A new study of scientists shows that the age-old battle between science and religion may not live up to the hype. Elaine Ecklund's new book, Science vs. Religion: What Scientists Really Think is based on a study of religious belief and spirituality in the lives and minds of natural and social scientists at 21 U.S. research universities, which involved 1,700 web and phone surveys, along with 275 personal interviews, over a four year period.

From a review by Milton Friesen on the Cardus website:

Much of what we believe about the faith lives of elite scientists is wrong. The 'insurmountable hostility' between science and religion is a caricature, a thought-cliché, perhaps useful as a satire on groupthink, but hardly representative of reality." In highly political, ideological, and moral turf battles, proponents of both science and religion have been guilty of this along many fronts.

What myths does Ecklund dispel? Here are a few:

1. Despite stereotypes, scientists are not entirely irreligious or unspiritual. Around 50% of elite natural and social scientists identify with a religious tradition. That does not mean that they practice their faith in the same way as the broader American public, but it does suggest that faith and spirituality are not absent from the lives of scientific elites.

2. Most scientists made decisions about their spiritual lives before entering science. That means that those without any religious or spiritual commitments may have chosen science because of what they thought; science may not have caused their distance from spiritual practices.

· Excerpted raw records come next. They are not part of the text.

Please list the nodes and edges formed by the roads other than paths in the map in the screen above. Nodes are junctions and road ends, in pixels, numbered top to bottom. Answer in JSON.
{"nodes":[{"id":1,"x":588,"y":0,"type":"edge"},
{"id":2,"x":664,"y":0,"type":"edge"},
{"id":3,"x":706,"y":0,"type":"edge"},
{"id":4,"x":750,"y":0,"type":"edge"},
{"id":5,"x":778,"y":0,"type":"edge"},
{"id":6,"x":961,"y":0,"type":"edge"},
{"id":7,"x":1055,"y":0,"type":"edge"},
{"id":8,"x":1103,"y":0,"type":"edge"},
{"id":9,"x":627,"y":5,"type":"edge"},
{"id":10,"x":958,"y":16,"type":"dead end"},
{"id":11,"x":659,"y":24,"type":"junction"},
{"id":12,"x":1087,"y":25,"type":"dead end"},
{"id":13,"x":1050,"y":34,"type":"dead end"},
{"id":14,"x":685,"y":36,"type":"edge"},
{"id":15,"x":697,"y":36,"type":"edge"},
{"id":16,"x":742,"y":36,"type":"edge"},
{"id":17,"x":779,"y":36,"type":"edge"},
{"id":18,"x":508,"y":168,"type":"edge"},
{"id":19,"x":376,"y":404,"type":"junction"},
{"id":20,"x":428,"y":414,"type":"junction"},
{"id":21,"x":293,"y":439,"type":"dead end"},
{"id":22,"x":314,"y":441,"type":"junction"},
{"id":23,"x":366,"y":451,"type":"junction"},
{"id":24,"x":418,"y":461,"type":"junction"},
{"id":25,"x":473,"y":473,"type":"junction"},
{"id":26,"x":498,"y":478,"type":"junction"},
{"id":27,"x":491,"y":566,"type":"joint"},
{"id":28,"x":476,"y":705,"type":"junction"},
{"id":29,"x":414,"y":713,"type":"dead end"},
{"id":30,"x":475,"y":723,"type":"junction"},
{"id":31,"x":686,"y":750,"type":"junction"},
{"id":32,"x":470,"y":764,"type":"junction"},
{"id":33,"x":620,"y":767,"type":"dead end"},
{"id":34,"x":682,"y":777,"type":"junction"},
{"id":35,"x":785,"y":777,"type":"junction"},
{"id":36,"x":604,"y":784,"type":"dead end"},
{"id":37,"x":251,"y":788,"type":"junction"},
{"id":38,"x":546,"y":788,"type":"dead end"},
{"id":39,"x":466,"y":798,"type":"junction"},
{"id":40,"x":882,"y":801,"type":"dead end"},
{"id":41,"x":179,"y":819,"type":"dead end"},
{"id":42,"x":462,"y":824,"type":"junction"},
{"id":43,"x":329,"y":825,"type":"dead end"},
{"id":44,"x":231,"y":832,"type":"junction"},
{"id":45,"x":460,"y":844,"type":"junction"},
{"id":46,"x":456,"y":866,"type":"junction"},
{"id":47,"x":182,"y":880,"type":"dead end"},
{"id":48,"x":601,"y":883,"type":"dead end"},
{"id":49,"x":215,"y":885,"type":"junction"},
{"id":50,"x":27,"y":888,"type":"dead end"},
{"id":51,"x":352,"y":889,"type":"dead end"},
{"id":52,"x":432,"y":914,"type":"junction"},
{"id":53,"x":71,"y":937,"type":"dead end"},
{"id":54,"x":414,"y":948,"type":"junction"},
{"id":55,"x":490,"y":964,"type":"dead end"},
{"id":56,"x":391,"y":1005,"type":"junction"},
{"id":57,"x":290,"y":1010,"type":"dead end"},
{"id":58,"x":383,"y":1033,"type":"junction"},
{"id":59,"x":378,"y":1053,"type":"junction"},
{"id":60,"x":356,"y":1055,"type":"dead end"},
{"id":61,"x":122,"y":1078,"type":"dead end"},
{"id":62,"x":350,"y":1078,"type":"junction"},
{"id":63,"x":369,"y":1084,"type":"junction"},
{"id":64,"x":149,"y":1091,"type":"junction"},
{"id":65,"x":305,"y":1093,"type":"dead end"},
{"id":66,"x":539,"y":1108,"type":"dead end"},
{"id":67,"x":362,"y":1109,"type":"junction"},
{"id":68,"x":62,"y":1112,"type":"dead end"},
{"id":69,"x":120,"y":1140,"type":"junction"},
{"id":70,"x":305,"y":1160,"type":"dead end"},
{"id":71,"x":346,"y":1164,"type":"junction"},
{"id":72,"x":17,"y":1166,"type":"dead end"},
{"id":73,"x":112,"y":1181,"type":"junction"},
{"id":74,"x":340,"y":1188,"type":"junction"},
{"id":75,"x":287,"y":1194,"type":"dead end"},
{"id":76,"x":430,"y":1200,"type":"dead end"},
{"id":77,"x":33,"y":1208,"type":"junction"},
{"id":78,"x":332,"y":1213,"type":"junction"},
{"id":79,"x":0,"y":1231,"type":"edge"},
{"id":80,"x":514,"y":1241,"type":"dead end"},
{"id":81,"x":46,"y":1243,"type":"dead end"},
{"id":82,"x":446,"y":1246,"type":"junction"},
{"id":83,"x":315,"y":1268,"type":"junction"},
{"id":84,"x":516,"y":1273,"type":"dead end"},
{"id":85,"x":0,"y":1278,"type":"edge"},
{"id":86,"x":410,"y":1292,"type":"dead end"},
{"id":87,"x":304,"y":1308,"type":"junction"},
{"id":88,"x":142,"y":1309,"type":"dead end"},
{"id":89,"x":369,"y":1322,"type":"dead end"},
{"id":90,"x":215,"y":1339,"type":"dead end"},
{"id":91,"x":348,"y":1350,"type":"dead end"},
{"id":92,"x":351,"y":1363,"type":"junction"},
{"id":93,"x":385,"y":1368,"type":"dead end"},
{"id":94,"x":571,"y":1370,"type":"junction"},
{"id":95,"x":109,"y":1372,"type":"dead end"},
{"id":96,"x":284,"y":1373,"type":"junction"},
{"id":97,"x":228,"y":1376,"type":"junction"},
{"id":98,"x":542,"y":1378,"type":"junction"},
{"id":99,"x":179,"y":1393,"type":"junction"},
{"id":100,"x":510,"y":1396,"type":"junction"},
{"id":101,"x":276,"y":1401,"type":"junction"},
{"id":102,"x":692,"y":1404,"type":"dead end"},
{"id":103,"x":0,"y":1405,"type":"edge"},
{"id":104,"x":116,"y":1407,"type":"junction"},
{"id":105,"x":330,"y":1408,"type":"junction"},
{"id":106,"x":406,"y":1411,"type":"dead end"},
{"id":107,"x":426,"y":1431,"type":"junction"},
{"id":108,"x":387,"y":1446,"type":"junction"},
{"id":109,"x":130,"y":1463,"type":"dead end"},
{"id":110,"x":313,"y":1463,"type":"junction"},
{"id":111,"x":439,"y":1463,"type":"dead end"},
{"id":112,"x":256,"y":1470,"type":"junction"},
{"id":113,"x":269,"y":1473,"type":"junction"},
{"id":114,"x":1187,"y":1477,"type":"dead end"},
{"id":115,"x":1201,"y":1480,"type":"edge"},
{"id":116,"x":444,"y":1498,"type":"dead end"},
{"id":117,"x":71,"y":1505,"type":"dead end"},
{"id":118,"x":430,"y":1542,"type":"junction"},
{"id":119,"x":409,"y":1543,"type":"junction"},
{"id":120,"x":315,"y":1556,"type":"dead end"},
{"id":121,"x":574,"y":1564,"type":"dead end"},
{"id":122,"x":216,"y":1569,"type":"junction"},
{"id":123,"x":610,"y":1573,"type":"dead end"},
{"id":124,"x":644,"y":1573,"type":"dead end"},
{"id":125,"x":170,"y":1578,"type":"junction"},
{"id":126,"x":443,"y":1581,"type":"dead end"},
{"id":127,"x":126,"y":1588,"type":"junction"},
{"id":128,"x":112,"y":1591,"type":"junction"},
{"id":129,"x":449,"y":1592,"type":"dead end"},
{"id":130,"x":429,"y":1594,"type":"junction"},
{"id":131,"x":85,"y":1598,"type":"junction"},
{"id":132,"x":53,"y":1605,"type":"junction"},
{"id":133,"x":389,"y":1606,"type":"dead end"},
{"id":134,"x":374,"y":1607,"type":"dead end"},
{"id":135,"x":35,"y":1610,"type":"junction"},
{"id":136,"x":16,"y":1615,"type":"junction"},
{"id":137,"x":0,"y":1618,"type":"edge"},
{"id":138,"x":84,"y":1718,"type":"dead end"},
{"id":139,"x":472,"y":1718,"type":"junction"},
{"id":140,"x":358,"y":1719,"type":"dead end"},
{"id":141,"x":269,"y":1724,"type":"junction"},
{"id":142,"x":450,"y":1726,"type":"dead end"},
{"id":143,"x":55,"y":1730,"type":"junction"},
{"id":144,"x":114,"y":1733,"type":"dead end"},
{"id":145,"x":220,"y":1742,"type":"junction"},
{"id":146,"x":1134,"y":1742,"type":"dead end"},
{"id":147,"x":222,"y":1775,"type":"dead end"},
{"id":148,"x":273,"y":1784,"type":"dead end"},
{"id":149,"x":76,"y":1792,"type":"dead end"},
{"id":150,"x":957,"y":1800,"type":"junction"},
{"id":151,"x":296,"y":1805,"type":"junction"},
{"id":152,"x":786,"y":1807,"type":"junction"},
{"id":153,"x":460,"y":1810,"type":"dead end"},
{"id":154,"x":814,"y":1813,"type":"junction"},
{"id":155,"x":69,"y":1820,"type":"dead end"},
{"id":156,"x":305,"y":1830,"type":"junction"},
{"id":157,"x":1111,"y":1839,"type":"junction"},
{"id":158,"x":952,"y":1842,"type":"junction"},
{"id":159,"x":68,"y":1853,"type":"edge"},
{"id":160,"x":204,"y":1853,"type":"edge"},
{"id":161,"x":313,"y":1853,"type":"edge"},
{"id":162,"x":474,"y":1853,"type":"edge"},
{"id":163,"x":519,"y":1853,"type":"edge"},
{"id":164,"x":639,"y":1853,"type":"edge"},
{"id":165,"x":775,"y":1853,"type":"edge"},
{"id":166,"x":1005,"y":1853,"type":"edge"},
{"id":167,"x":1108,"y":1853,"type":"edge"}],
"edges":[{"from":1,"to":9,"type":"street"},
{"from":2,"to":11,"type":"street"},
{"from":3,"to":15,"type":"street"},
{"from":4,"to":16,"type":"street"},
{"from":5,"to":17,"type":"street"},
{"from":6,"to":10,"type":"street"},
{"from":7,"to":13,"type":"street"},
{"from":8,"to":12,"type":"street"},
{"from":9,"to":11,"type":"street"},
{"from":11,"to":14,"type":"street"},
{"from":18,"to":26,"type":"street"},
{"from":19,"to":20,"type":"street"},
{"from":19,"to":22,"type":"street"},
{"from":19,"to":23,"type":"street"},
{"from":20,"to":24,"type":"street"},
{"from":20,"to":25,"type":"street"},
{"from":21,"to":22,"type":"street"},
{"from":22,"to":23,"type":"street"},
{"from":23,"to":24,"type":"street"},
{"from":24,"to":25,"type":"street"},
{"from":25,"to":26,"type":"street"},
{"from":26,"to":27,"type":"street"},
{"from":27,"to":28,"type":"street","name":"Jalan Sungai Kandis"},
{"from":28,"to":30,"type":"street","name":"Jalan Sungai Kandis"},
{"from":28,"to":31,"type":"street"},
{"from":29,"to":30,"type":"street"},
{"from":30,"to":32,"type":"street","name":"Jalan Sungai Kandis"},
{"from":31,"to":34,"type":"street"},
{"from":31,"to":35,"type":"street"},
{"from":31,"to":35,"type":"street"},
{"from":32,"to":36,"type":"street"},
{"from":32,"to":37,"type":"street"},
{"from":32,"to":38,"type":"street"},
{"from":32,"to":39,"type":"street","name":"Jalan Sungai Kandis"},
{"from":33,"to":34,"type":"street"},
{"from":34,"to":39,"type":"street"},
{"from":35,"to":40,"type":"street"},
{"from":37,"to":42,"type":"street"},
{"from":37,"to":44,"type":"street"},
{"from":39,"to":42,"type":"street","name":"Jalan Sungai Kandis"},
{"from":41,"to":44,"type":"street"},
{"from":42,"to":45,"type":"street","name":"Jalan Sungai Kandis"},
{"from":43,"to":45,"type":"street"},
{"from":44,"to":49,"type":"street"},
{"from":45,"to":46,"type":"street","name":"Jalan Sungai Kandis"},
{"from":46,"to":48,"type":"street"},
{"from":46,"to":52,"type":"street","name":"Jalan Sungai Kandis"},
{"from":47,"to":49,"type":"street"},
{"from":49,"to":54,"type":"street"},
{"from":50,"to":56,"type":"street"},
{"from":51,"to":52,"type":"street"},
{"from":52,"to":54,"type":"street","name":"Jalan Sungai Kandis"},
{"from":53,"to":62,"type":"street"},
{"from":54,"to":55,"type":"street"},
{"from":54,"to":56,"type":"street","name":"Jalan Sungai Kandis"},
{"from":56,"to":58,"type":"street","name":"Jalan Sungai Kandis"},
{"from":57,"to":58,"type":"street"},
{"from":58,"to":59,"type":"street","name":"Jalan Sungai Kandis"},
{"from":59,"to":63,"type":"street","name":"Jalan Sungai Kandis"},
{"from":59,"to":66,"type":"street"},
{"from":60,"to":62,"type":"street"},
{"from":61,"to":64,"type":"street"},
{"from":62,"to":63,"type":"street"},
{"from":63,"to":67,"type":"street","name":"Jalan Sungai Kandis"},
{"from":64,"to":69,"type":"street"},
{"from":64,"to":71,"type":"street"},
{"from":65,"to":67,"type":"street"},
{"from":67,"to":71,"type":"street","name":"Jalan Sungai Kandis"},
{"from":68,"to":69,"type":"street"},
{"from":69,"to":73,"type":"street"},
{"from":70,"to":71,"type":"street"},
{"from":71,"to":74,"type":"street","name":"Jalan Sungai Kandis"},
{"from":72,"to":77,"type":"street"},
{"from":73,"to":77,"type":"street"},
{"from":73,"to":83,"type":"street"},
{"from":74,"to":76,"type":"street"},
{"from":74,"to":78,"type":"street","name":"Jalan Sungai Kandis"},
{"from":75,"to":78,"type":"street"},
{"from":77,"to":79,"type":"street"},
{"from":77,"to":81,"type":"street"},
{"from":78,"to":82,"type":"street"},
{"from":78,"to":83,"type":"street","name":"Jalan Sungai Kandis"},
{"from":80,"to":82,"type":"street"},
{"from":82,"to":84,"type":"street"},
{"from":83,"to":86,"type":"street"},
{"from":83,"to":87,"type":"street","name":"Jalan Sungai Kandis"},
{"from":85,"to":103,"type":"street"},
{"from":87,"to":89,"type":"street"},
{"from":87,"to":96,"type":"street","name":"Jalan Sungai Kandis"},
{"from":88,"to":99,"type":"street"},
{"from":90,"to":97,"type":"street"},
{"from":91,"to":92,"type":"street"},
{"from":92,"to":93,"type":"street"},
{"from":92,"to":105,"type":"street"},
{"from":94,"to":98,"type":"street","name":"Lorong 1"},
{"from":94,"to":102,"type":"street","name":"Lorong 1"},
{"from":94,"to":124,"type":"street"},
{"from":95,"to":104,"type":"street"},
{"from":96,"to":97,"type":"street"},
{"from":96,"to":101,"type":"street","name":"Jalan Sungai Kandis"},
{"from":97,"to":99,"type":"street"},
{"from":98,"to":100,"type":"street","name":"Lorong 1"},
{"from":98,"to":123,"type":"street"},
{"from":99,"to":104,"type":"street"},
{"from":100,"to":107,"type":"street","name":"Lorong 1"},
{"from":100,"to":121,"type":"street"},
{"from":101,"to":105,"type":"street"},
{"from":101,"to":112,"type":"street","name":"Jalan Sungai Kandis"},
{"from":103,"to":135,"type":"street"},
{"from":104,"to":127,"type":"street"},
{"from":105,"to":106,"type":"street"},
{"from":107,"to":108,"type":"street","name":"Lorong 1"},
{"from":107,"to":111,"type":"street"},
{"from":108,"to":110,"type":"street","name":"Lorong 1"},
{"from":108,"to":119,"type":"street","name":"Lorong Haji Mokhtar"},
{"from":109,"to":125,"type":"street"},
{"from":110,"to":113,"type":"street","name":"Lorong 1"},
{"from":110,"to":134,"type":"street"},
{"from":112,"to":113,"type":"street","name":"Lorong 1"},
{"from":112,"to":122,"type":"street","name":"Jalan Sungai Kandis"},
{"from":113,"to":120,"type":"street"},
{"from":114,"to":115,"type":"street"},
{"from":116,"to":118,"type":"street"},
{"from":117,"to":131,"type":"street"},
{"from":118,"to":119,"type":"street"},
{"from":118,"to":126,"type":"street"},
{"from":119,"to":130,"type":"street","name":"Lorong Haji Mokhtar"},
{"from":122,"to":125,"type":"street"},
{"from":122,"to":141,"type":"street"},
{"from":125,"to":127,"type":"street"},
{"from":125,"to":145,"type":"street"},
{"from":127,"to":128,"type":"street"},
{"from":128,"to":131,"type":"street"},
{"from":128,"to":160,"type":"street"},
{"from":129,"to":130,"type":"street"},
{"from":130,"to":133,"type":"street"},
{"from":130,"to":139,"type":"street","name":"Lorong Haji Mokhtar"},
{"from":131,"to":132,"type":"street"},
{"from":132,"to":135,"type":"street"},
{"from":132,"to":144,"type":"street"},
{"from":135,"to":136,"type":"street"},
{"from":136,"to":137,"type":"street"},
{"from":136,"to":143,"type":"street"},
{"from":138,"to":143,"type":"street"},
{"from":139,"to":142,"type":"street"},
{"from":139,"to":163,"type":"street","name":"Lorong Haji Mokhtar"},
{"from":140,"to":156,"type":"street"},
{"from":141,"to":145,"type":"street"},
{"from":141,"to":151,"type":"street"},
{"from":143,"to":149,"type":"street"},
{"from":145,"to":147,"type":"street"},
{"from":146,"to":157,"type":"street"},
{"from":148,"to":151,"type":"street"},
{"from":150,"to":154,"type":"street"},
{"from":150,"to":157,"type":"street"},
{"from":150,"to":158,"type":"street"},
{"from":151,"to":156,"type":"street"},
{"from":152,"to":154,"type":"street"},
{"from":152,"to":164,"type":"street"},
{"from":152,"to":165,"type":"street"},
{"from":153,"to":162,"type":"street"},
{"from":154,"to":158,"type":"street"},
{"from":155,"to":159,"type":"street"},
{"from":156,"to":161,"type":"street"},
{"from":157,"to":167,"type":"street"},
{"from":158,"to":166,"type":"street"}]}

3. Elite scientists who are not at all religious—despite being highly educated, and despite operating in high profile positions—are often very ignorant of even rudimentary aspects of various religious traditions. (Recently, the New York Times reported on the Pew Forum on Religion and Public Life research project, which examined basic religious knowledge in the U.S. In the general population, atheists are more knowledgeable about religion than non-atheists. Perhaps atheists in the general population know more because they are more often exposed to other views, whereas scientists, who can be largely insulated from the public, are not exposed to those ideas.)

4. Scientists are often completely unaware of their colleagues' religious orientation because it is either not talked about at all (being deemed inappropriate within the halls of science) or disparaged, under the assumption that being a scientist means being an atheist or agnostic.

5. Scientists who reject God and religion have similar reasons as the general population: existence of evil and suffering, bad religion, bad personal experiences, and cognitive dissonance.

6. Younger scientists are more religious than older scientists—the inverse of the general population, where older people tend to be more religious than younger people.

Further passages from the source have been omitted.